Saya merupakan seorang mahasiswa yang kurang lebih 2 tahun
belakangan ini tinggal di lingkungan Muhammadiyah, salah satu organisasi islam
yang ada di Indonesia. Saya yang sebelumnya tinggal di lingkungan organisasi
masyarakat yang lain yaitu NU (Nahdlatul Ulama) merasakan beberapa perbedaan
kebiasaan masyarakat dalam berorganisasi.
Menurut sudut pandang saya berdasarkan lingkungan sekitar,
Muhammadiyah merupakan perserikatan atau organisasi islam yang didirikan oleh
K.H Ahmad Dahlan pada tanggal 18 November 1912. Muhammadiyah
itu terdiri dari tiga hal penting antara lain yaitu ideologi, ajaran dan
semboyan.
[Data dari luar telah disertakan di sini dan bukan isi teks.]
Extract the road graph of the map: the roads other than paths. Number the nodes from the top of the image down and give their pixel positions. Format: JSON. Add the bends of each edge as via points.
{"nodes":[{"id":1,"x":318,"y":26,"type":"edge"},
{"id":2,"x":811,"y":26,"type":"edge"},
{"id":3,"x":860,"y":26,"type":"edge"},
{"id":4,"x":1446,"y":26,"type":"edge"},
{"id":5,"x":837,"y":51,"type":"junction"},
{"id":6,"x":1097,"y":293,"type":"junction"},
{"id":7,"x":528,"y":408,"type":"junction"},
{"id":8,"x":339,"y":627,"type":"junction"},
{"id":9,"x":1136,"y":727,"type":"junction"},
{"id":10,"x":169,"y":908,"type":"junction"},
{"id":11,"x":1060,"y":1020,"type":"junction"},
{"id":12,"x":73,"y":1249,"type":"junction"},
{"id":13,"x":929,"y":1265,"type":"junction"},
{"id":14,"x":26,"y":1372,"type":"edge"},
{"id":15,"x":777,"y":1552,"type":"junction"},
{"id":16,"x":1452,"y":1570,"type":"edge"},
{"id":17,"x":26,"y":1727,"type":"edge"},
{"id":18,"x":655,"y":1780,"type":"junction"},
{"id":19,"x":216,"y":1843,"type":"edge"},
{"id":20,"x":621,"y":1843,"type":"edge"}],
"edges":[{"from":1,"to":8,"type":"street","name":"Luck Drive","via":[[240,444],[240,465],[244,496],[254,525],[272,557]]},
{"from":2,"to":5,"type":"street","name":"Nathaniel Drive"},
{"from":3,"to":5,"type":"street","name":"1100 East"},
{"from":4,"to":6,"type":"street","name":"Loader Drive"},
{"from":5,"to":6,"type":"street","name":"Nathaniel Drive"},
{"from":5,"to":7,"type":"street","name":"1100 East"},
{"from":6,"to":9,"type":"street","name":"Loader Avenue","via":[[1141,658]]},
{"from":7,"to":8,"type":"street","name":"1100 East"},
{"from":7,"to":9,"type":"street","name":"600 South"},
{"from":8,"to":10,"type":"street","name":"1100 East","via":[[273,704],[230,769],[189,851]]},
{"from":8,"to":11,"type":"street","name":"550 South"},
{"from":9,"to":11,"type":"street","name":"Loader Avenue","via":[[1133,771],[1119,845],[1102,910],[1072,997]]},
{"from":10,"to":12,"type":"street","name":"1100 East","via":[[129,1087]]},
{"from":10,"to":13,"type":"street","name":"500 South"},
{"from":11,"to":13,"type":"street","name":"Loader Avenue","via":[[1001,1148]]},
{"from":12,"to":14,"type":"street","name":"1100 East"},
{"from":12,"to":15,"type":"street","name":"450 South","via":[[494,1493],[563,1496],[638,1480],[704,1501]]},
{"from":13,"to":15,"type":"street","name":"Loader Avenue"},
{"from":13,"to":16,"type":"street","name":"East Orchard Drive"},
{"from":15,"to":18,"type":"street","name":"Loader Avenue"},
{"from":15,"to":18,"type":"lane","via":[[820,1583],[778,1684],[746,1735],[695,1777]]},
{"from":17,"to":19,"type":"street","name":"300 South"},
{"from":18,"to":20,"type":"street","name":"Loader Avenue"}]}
Ideologinya adalah sistem keyakinan, ajarannya adalah amar ma'ruf
nahi mungkar, sedangkan semboyannya adalah fastabiqul Khairat yang artinya berlomba
dalam kebaikan. Kemudian kultur dari Muhammadiyah ini diambil dari tujuan
pendirikannya. Namun apa itu tujuan dari pendiriannya? Tujuannya yaitu untuk
pemurnian islam agar dapat membentengi
islam atau menyatukan umat islam dari takhayul, bid’ah, dan khurafat.
Maksud dari ketiganya adalah :
- Takhayul. Yaitu percaya pada hal-hal yang belum tentu benar terjadi atau istilah lainnya itu mitos.
- Bid’ah. Yaitu melakukan sesuatu yang tidak ada pada zamannya Nabi. Bid’ah ini terbagi menjadi dua bagian yaitu bid’ah dolalah yang artinya buruk dan bid’ah hasanah yang artinya baik/bagus.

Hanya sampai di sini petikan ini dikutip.